In a high stakes testing environment, it is imperative that Florida have a strong, equitable, and reliable accountability system that people believe in and support. We have now witnessed the erosion of public support for an accountability system that was once a model for the nation.
In order for Florida to remain a leader in school reform and accountability, we need to pause and revamp the flawed and incomplete process upon which Florida’s accountability system is based. Failure to do so at this time, will certainly further undermine Florida’s accountability system.
FADSS Proposed 2016 Accountability Legislation Summary
The bill amends s. 1008.34, F.S., relating to schools grades.
The bill delays the issuance of school grades until the 2015-2016 school year.
The bill specifies that for the 2014-2015 school year, each school will receive an “I” or “Incomplete” as a school grade or school improvement rating.
However, the school grade components relating to performance will be calculated and reported.
- Percentage of students passing FSA in English Language Arts.
- Percentage of students passing FSA in math or Algebra 1.

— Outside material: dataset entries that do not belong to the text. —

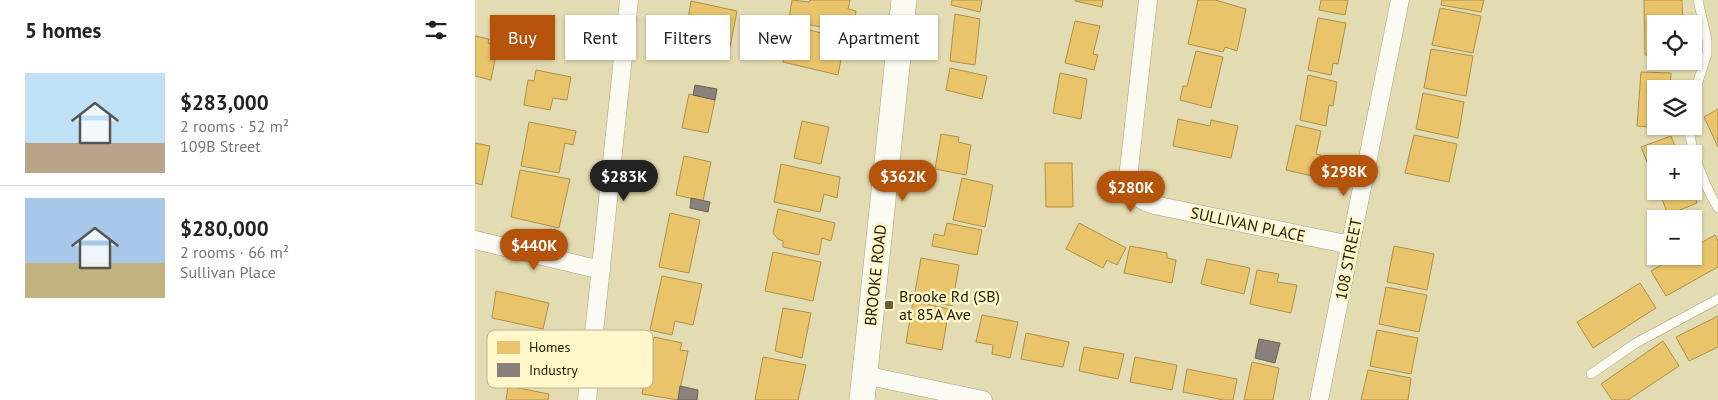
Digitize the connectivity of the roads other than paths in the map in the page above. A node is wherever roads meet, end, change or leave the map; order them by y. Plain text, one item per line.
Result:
1 (627, 0) edge
2 (904, 0) edge
3 (1148, 0) edge
4 (1400, 0) edge
5 (1698, 0) edge
6 (1699, 80) edge
7 (1690, 135) edge
8 (1718, 208) edge
9 (475, 240) edge
10 (1351, 245) junction
11 (601, 270) junction
12 (1718, 299) edge
13 (595, 330) edge
14 (1591, 374) dead end
15 (864, 375) junction
16 (862, 400) edge
17 (983, 400) edge
18 (1319, 400) edge

1 - 11 street
2 - 15 street, BROOKE ROAD
3 - 10 street, SULLIVAN PLACE
4 - 10 street, 108 STREET
5 - 6 lane
7 - 8 lane
9 - 11 street
10 - 18 street, 108 STREET
11 - 13 street
12 - 14 lane
15 - 16 street, BROOKE ROAD
15 - 17 street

- Percentage of students passing statewide assessments in social studies.
- For middle schools, the percentage of students passing high school standardized EOCs or attaining national industry certifications.
- In addition, for high schools: the 4-year high school graduation rate; percentage of students eligible to earn college and career credit.

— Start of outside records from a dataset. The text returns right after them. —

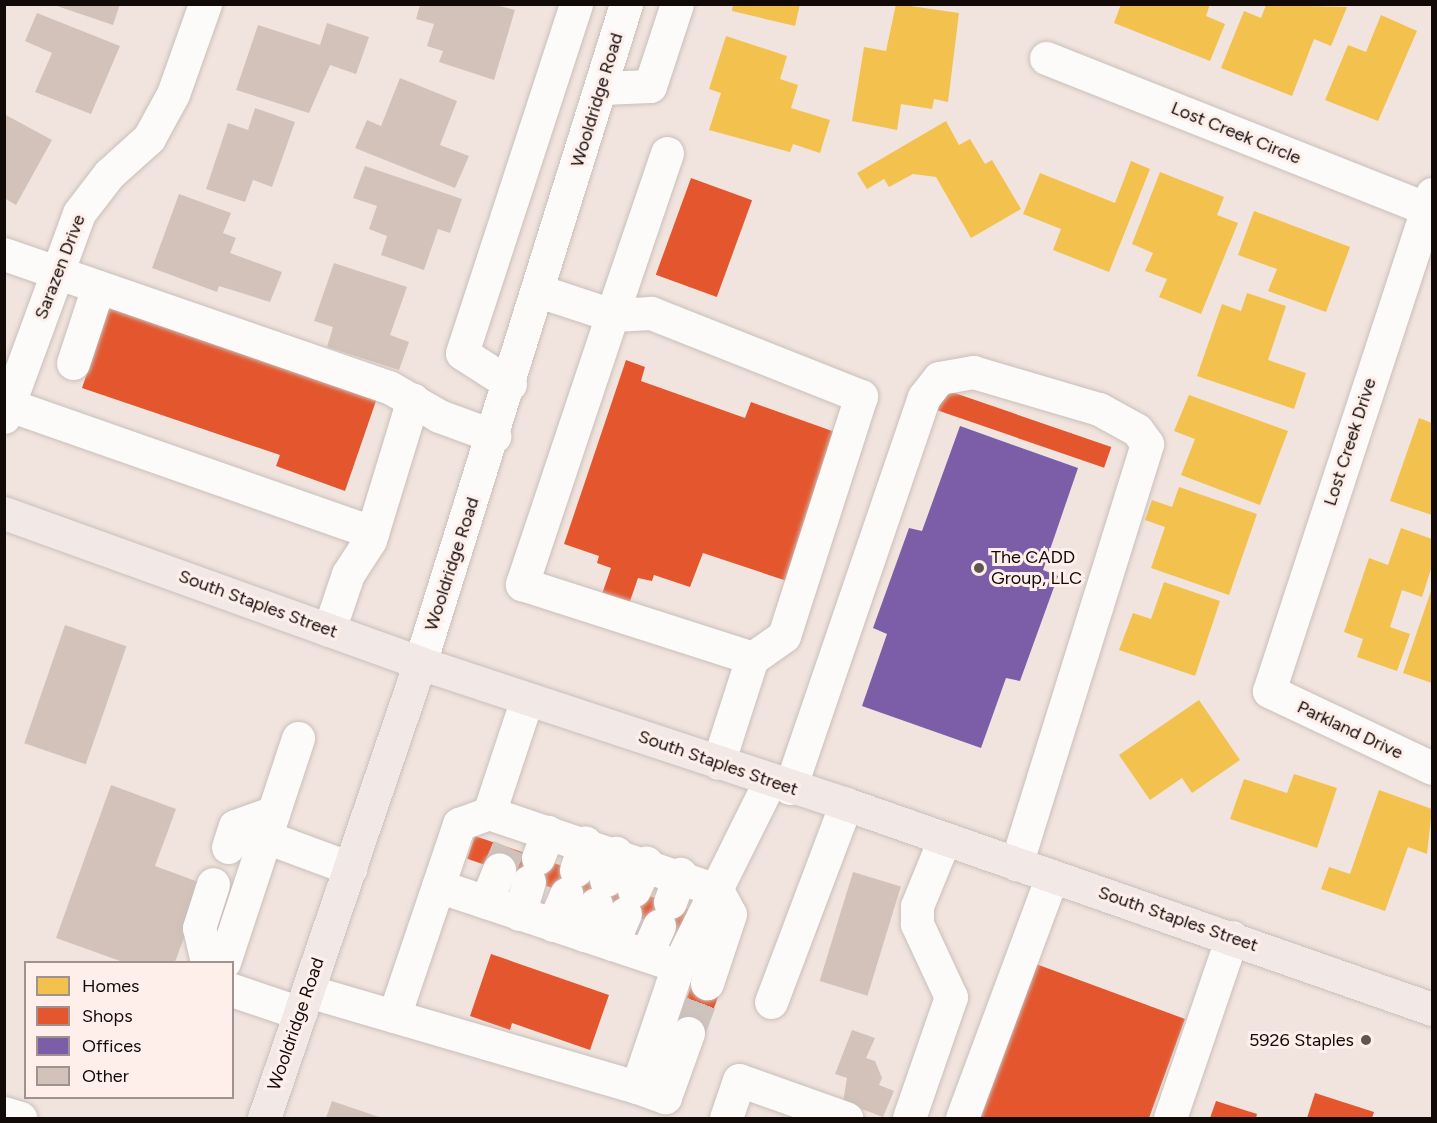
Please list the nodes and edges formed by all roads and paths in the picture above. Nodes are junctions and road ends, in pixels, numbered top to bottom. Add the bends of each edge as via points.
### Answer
1 (205, 4) edge
2 (576, 4) edge
3 (626, 4) edge
4 (678, 4) edge
5 (1046, 58) dead end
6 (602, 88) junction
7 (667, 153) dead end
8 (1430, 201) edge
9 (4, 254) edge
10 (56, 272) junction
11 (98, 287) junction
12 (539, 291) junction
13 (612, 315) junction
14 (73, 363) dead end
15 (510, 384) junction
16 (413, 399) junction
17 (7, 411) edge
18 (494, 436) junction
19 (4, 513) edge
20 (372, 532) junction
21 (329, 630) junction
22 (752, 657) junction
23 (420, 663) junction
24 (1269, 691) joint
25 (527, 699) junction
26 (298, 738) dead end
27 (718, 763) junction
28 (1432, 768) edge
29 (780, 784) junction
30 (846, 804) junction
31 (270, 825) junction
32 (944, 840) junction
33 (519, 846) junction
34 (228, 847) dead end
35 (1016, 864) junction
36 (350, 868) junction
37 (1052, 876) junction
38 (605, 879) junction
39 (213, 884) dead end
40 (438, 886) junction
41 (717, 890) junction
42 (486, 902) junction
43 (519, 914) junction
44 (664, 915) junction
45 (583, 935) junction
46 (1232, 937) junction
47 (207, 961) edge
48 (225, 961) edge
49 (678, 966) junction
50 (707, 983) tunnel mouth
51 (234, 990) edge
52 (304, 1002) junction
53 (771, 1002) dead end
54 (1432, 1009) edge
55 (394, 1016) junction
56 (688, 1033) tunnel mouth
57 (637, 1087) junction
58 (4, 1113) edge
59 (20, 1119) edge
60 (264, 1119) edge
61 (726, 1119) edge
62 (846, 1119) edge
63 (909, 1119) edge
64 (962, 1119) edge
65 (1170, 1119) edge

1 - 10 street, Sarazen Drive via 159,121 79,213
2 - 15 street via 462,353
3 - 6 street, Wooldridge Road
4 - 6 street via 650,87
5 - 8 street, Lost Creek Circle
6 - 12 street, Wooldridge Road
7 - 13 street
8 - 24 street, Lost Creek Drive
9 - 10 street
10 - 11 street
10 - 17 street, Sarazen Drive
11 - 14 street
11 - 16 street
12 - 13 street
12 - 15 street, Wooldridge Road
13 - 22 street via 522,584
13 - 22 street via 651,313 861,396 784,636
15 - 18 street, Wooldridge Road
16 - 18 street via 439,416
16 - 20 street
17 - 20 street
18 - 23 street, Wooldridge Road
19 - 21 main road, South Staples Street
20 - 21 street via 348,574
21 - 23 main road, South Staples Street
22 - 27 street
23 - 25 main road, South Staples Street
23 - 36 main road, Wooldridge Road
24 - 28 street, Parkland Drive
25 - 27 main road, South Staples Street
25 - 33 street
26 - 31 street
27 - 29 main road, South Staples Street
29 - 30 main road, South Staples Street
29 - 35 street via 924,397 939,378 973,372 1099,409 1137,430 1147,444
29 - 41 street
30 - 32 main road, South Staples Street
30 - 53 street
31 - 34 street via 235,826
31 - 36 street
31 - 48 street
32 - 35 main road, South Staples Street
32 - 63 street via 917,906 917,924 951,997
33 - 38 street
33 - 40 street via 459,824
33 - 42 street
33 - 43 street
35 - 37 main road, South Staples Street
36 - 52 main road, Wooldridge Road
37 - 46 main road, South Staples Street
37 - 64 street
38 - 44 street
38 - 45 street
38 - 45 street
39 - 47 street via 199,928
40 - 42 street
40 - 55 street
41 - 44 street
41 - 49 street
41 - 50 street via 730,914
42 - 43 street
43 - 45 street
44 - 45 street
44 - 49 street
46 - 54 main road, South Staples Street
46 - 65 street
49 - 57 street
51 - 52 street
52 - 55 street
52 - 60 main road, Wooldridge Road
55 - 57 street
56 - 57 street via 665,1097
58 - 59 street
61 - 62 street via 739,1080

The bill specifies that for the 2014-2015 school year, a school district will receive a grade of “I” or “Incomplete.”
The bill redefines learning gains to accurately reflect a year’s worth of growth in a year’s worth of time.

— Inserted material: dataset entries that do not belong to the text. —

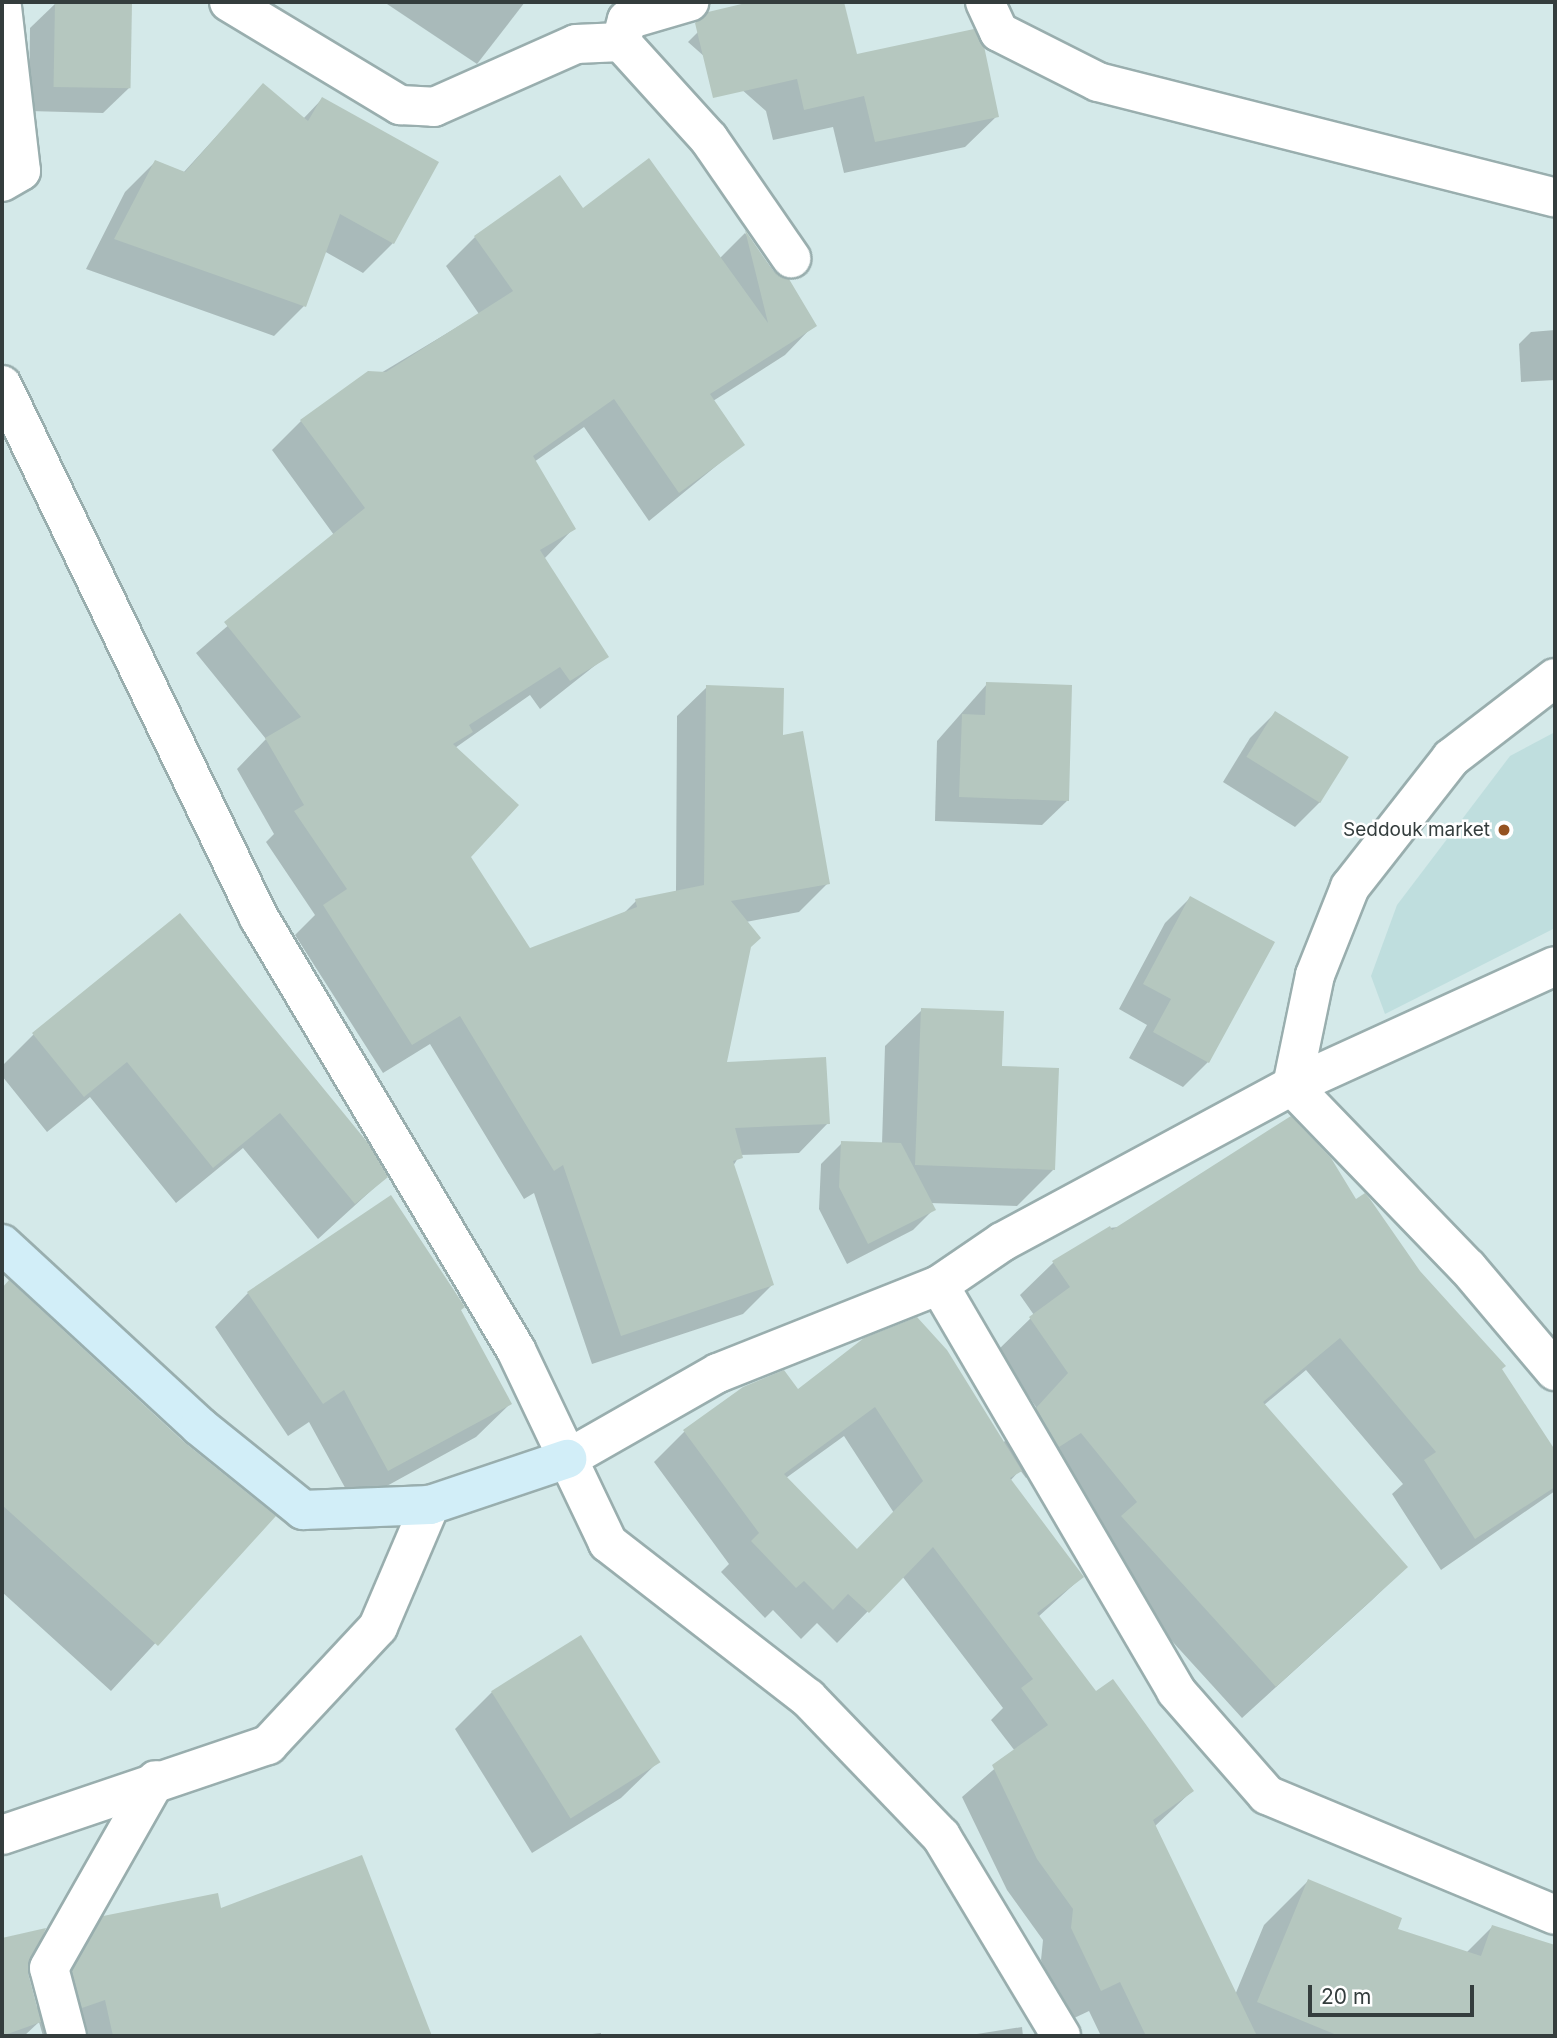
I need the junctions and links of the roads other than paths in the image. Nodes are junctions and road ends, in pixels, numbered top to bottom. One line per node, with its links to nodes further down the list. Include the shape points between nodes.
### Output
1 (229, 2): 5 (street, via 400,105 461,99)
2 (689, 2): 5 (street)
3 (985, 2): 7 (street, via 999,32 1098,82)
4 (2, 7): 6 (street, via 22,171)
5 (618, 21): 8 (street, via 709,139)
6 (2, 182)
7 (1555, 198)
8 (791, 258)
9 (2, 384): 16 (street, via 258,915 488,1301)
10 (1555, 678): 12 (street, via 1451,758 1350,887 1315,975)
11 (1555, 966): 12 (street)
12 (1292, 1086): 14 (street, via 1002,1242); 15 (street, via 1468,1268)
13 (2, 1244): 17 (street, via 199,1426 303,1510)
14 (939, 1285): 16 (street, via 718,1373); 20 (street, via 1176,1691 1267,1795)
15 (1555, 1370)
16 (567, 1460): 17 (street); 22 (street, via 608,1543 808,1698 941,1836)
17 (430, 1505): 18 (street, via 378,1627 268,1745)
18 (156, 1780): 19 (street); 21 (street, via 49,1968)
19 (2, 1835)
20 (1555, 1914)
21 (67, 2036)
22 (1061, 2036)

The bill requires the Department of Education to conduct a comprehensive review of the accountability system. Requires the Commissioner of Education to submit the report and corresponding recommendations to the Governor and Legislature byDecember 1, 2016.
Past Press Releases [http://fadss.org/news/PressReleases]
Press release, 2/27/14
Florida Superintendents Support A Transitional Accountability Plan as Proposed by SB1368
“It is unrealistic to expect a full and quality implementation across all grades and courses (K-12) by the 2014-2015 school year when we don’t even know what the assessment will look like,” states FADSS President Wally Cox. “The goal of having an integrated system that can accurately and fairly assess student performance, evaluate teachers, implement pay for performance and assign school grades is in jeopardy, and we need to slow down and get it right,” adds Cox.
Press release, 7/11/2012
2012 School Grades Underscore the Complexities with Florida’s Accountability and Assessment System
“. . .we must be careful not to make decisions without a thorough understanding of the impact on students, as well as the feasibility of successfully implementing those decisions in a timely manner with adequate resources. Superintendents are concerned that many decisions are being made without a comprehensive review of the full impact of education decisions on students and school districts, and the recent changes in the accountability system have cast doubt on the credibility of the system,” adds Montford.
Press release, 1/23/2012
Superintendents Embrace Comprehensive Accountability Measures and Transparency – Not District Ranking Based Solely on FCAT Scores
“The Florida Association of District School Superintendents (FADSS) reiterates its commitment to high accountability measures that are comprehensive, transparent and take into account all the factors that play a role in the educational achievement of students.”